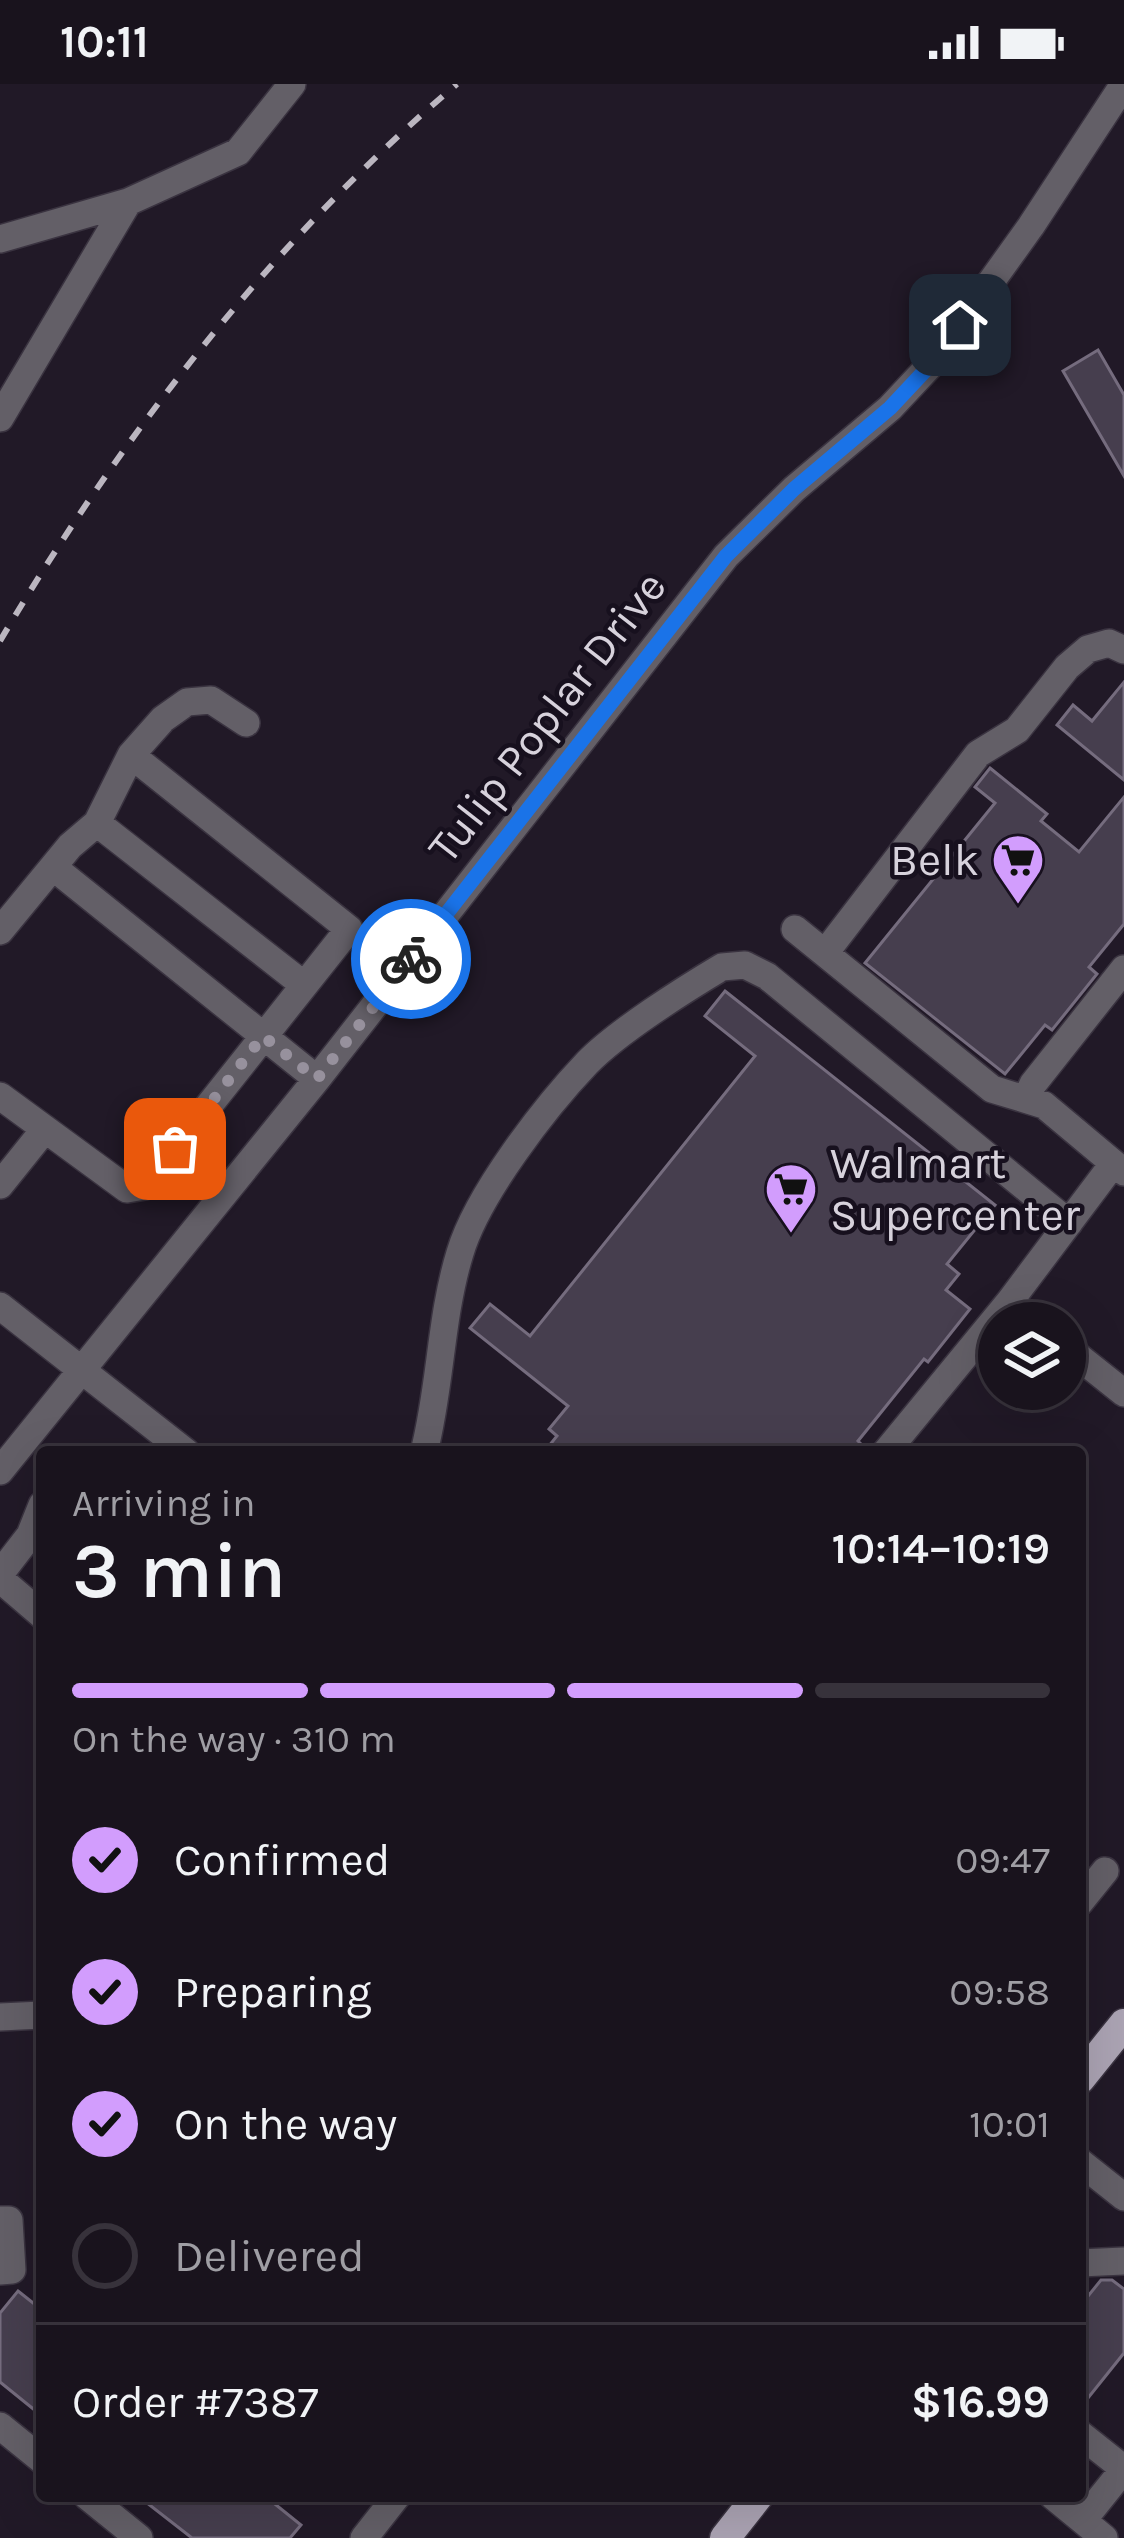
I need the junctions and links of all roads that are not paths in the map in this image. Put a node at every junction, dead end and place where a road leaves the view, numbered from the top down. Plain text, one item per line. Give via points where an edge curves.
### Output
1 (292, 84) edge
2 (1124, 84) edge
3 (128, 202) junction
4 (0, 239) edge
5 (0, 418) edge
6 (1124, 650) edge
7 (246, 723) dead end
8 (131, 754) junction
9 (97, 824) junction
10 (52, 867) junction
11 (795, 929) dead end
12 (0, 931) edge
13 (825, 953) junction
14 (1124, 969) edge
15 (304, 985) junction
16 (263, 1036) junction
17 (317, 1079) junction
18 (1026, 1099) junction
19 (3, 1104) edge
20 (44, 1129) junction
21 (1118, 1168) edge
22 (0, 1185) edge
23 (1069, 1222) junction
24 (1010, 1301) joint
25 (0, 1306) edge
26 (1086, 1363) edge
27 (81, 1368) junction
28 (1124, 1394) edge
29 (179, 1446) edge
30 (425, 1446) edge
31 (891, 1446) edge
32 (0, 1471) edge
33 (36, 1520) edge
34 (0, 1577) edge
35 (36, 1610) edge
36 (1105, 1871) dead end
37 (1086, 1895) edge
38 (36, 2015) edge
39 (0, 2017) edge
40 (1124, 2024) edge
41 (1086, 2072) edge
42 (1086, 2167) edge
43 (1124, 2197) edge
44 (0, 2220) edge
45 (1124, 2261) edge
46 (1086, 2263) edge
47 (0, 2271) edge
48 (0, 2426) edge
49 (1086, 2439) edge
50 (36, 2455) edge
51 (94, 2502) edge
52 (393, 2502) edge
53 (753, 2502) edge
54 (1060, 2502) edge
55 (1094, 2529) edge
56 (139, 2538) edge
57 (364, 2538) edge
58 (725, 2538) edge

1 - 3 street via 238,152
2 - 17 street, Tulip Poplar Drive via 935,360 726,556
3 - 4 street
3 - 5 street
6 - 13 street via 1109,643 1088,649 1017,730 978,754
7 - 8 street via 211,700 187,701
8 - 9 street
8 - 15 street via 349,929
9 - 10 street
9 - 15 street
10 - 12 street
10 - 16 street
11 - 13 street
13 - 18 street via 992,1089
14 - 18 street
15 - 16 street
16 - 17 street
16 - 20 street via 145,1186 127,1189
17 - 27 street, Tulip Poplar Drive
18 - 21 street
19 - 20 street
20 - 22 street
21 - 23 street
23 - 24 street
23 - 30 street via 766,976 745,965 722,967 589,1060 498,1175 460,1250
24 - 31 street
25 - 27 street
26 - 28 street
27 - 29 street
27 - 32 street, Tulip Poplar Drive
33 - 34 street
34 - 35 street
36 - 37 street
38 - 39 street
40 - 41 main road
42 - 43 street
44 - 47 street via 9,2220 12,2270
45 - 46 street
48 - 50 street
49 - 55 street via 1124,2469
51 - 56 street
52 - 57 street
53 - 58 main road
54 - 55 street

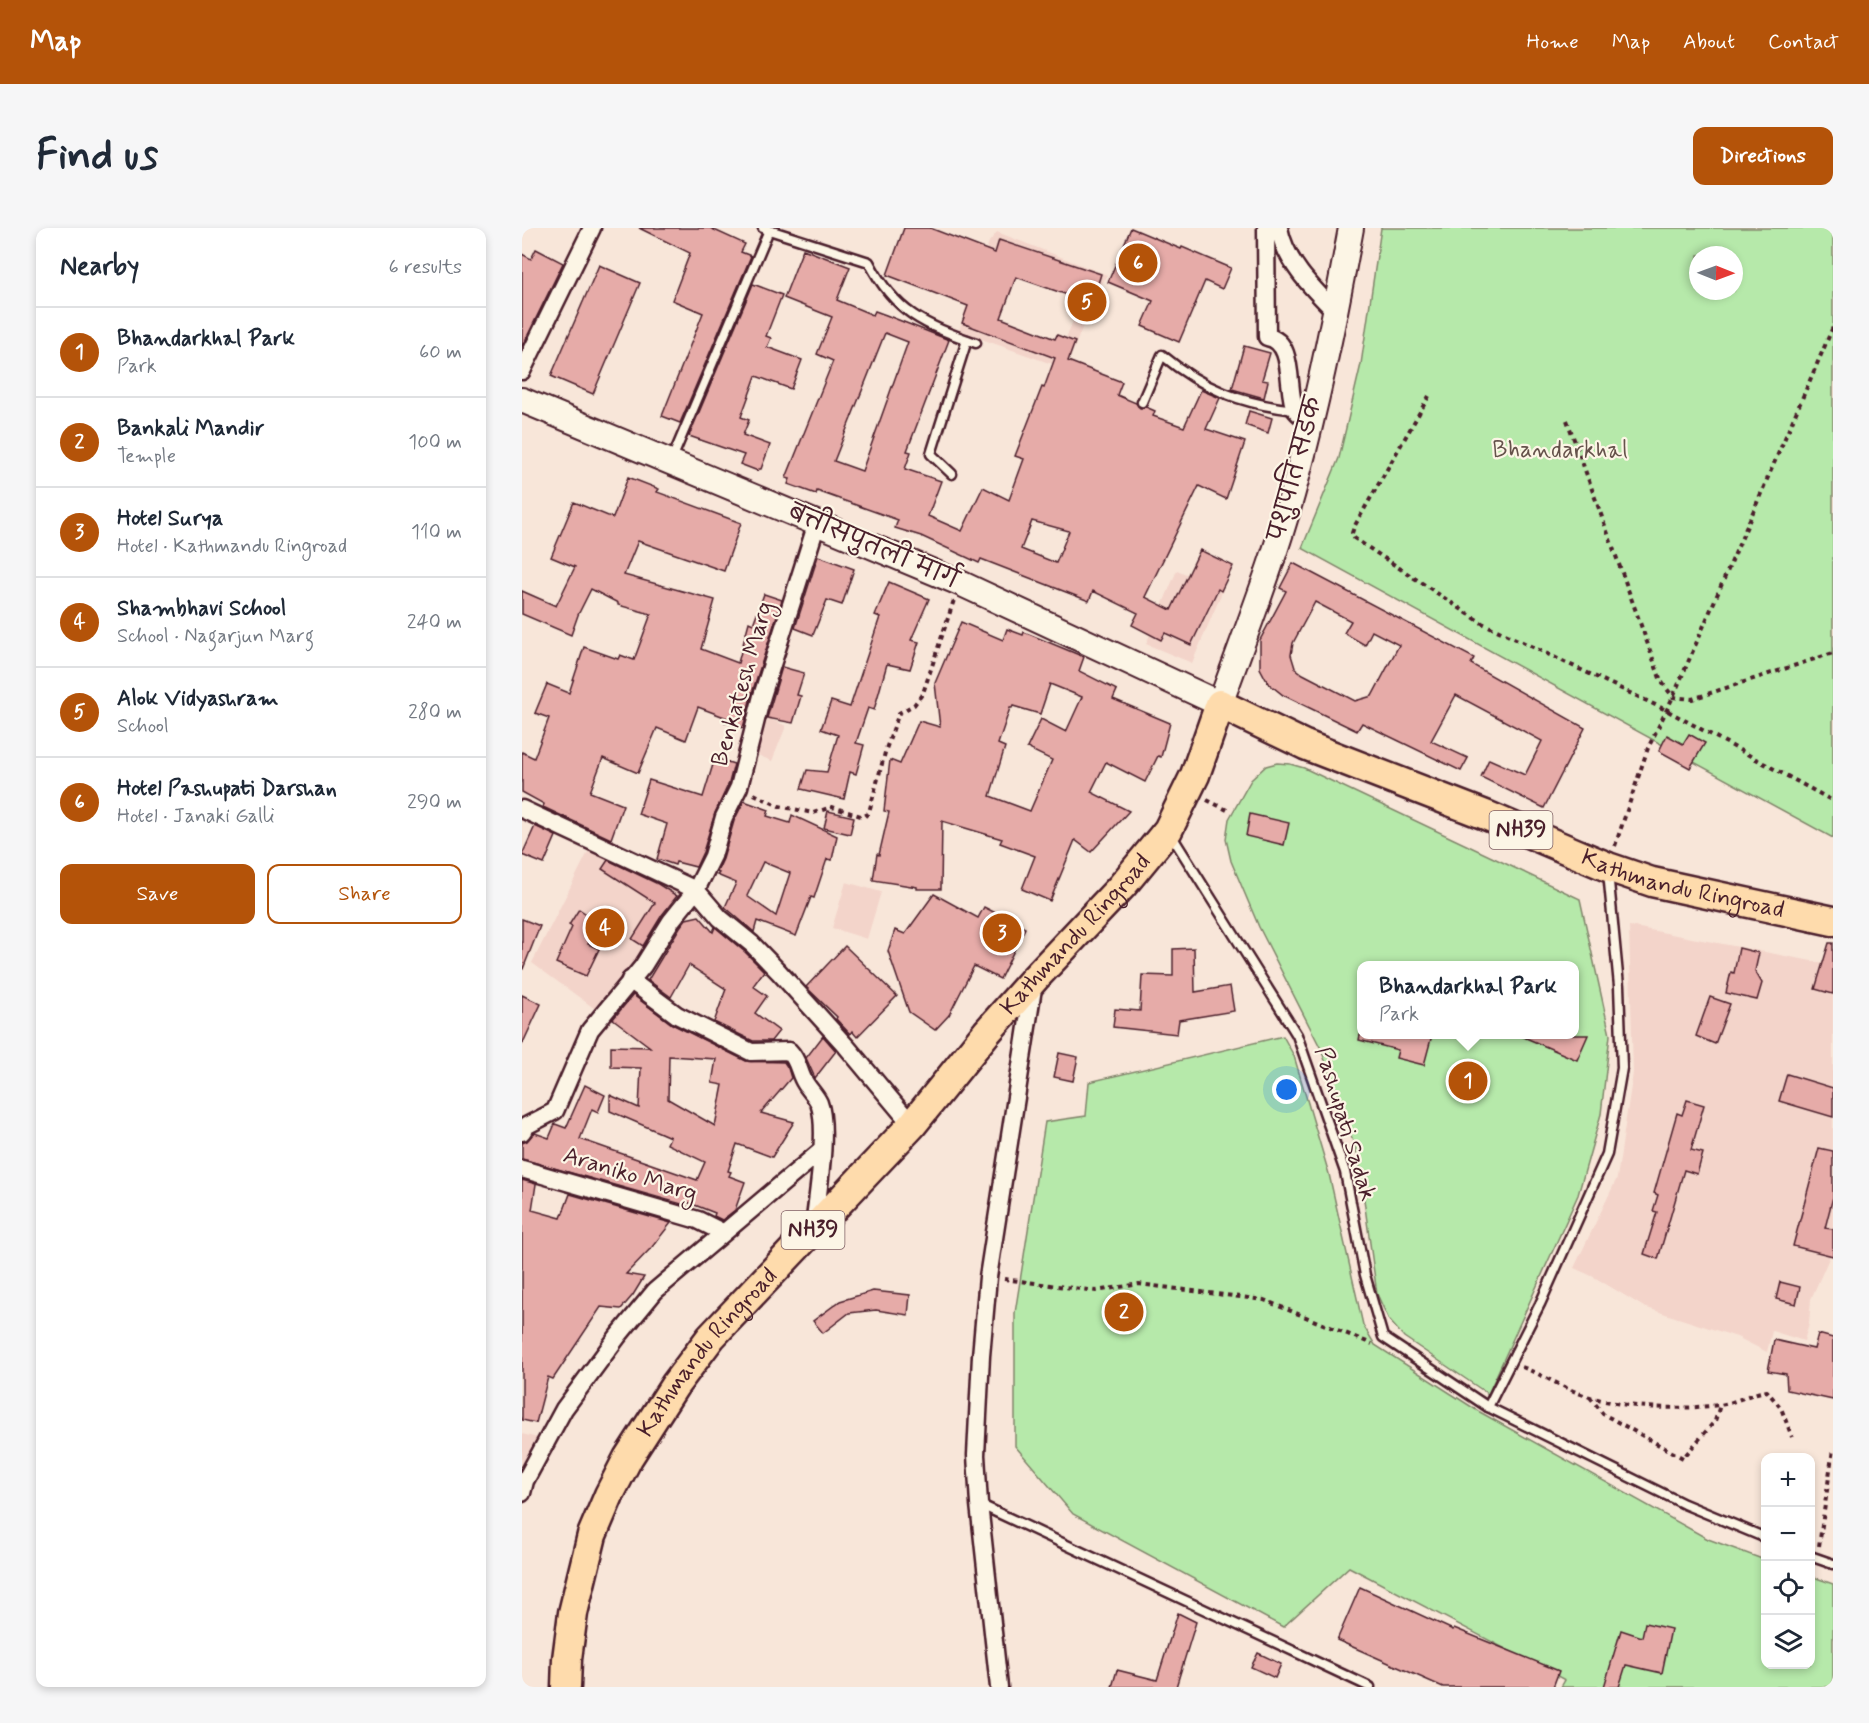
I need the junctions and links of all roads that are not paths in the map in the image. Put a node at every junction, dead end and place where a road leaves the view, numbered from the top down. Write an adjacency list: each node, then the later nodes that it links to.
1 (592, 228): 9 (street)
2 (1266, 228): 12 (street)
3 (1279, 228): 6 (street)
4 (1351, 228): 6 (main road, पशुपति सडक)
5 (766, 229): 7 (lane); 13 (lane)
6 (1335, 310): 12 (main road, पशुपति सडक)
7 (966, 340): 8 (lane); 14 (lane)
8 (976, 343)
9 (522, 371)
10 (522, 400): 13 (main road, बत्तीसपुतली मार्ग)
11 (1142, 402): 12 (lane)
12 (1303, 416): 16 (main road, पशुपति सडक)
13 (670, 462): 15 (main road, बत्तीसपुतली मार्ग)
14 (952, 474)
15 (817, 523): 16 (main road, बत्तीसपुतली मार्ग); 20 (street, Benkatesh Marg)
16 (1220, 704): 18 (highway, Kathmandu Ringroad / NH39); 19 (highway, Kathmandu Ringroad / NH39)
17 (522, 809): 20 (street)
18 (1168, 830): 22 (highway, Kathmandu Ringroad / NH39); 30 (lane, Pashupati Sadak)
19 (1608, 867): 21 (highway, Kathmandu Ringroad / NH39); 30 (lane)
20 (696, 890): 23 (street, Benkatesh Marg); 24 (street)
21 (1833, 921)
22 (1035, 978): 24 (highway, Kathmandu Ringroad / NH39); 32 (street)
23 (630, 980): 25 (street, Benkatesh Marg); 26 (street)
24 (912, 1125): 28 (highway, Kathmandu Ringroad / NH39)
25 (522, 1132)
26 (822, 1150): 28 (street); 29 (street)
27 (522, 1168): 29 (street, Araniko Marg)
28 (814, 1229): 36 (highway, Kathmandu Ringroad / NH39)
29 (722, 1232): 31 (street)
30 (1488, 1407): 33 (lane)
31 (522, 1493)
32 (979, 1504): 37 (street); 38 (lane)
33 (1761, 1536)
34 (1815, 1557): 35 (lane)
35 (1833, 1564)
36 (566, 1687)
37 (999, 1687)
38 (1370, 1687)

__Your assignment__:
Scan the entries above and return each line that holds "Kathmandu".

__Answer below__:
16 (1220, 704): 18 (highway, Kathmandu Ringroad / NH39); 19 (highway, Kathmandu Ringroad / NH39)
18 (1168, 830): 22 (highway, Kathmandu Ringroad / NH39); 30 (lane, Pashupati Sadak)
19 (1608, 867): 21 (highway, Kathmandu Ringroad / NH39); 30 (lane)
22 (1035, 978): 24 (highway, Kathmandu Ringroad / NH39); 32 (street)
24 (912, 1125): 28 (highway, Kathmandu Ringroad / NH39)
28 (814, 1229): 36 (highway, Kathmandu Ringroad / NH39)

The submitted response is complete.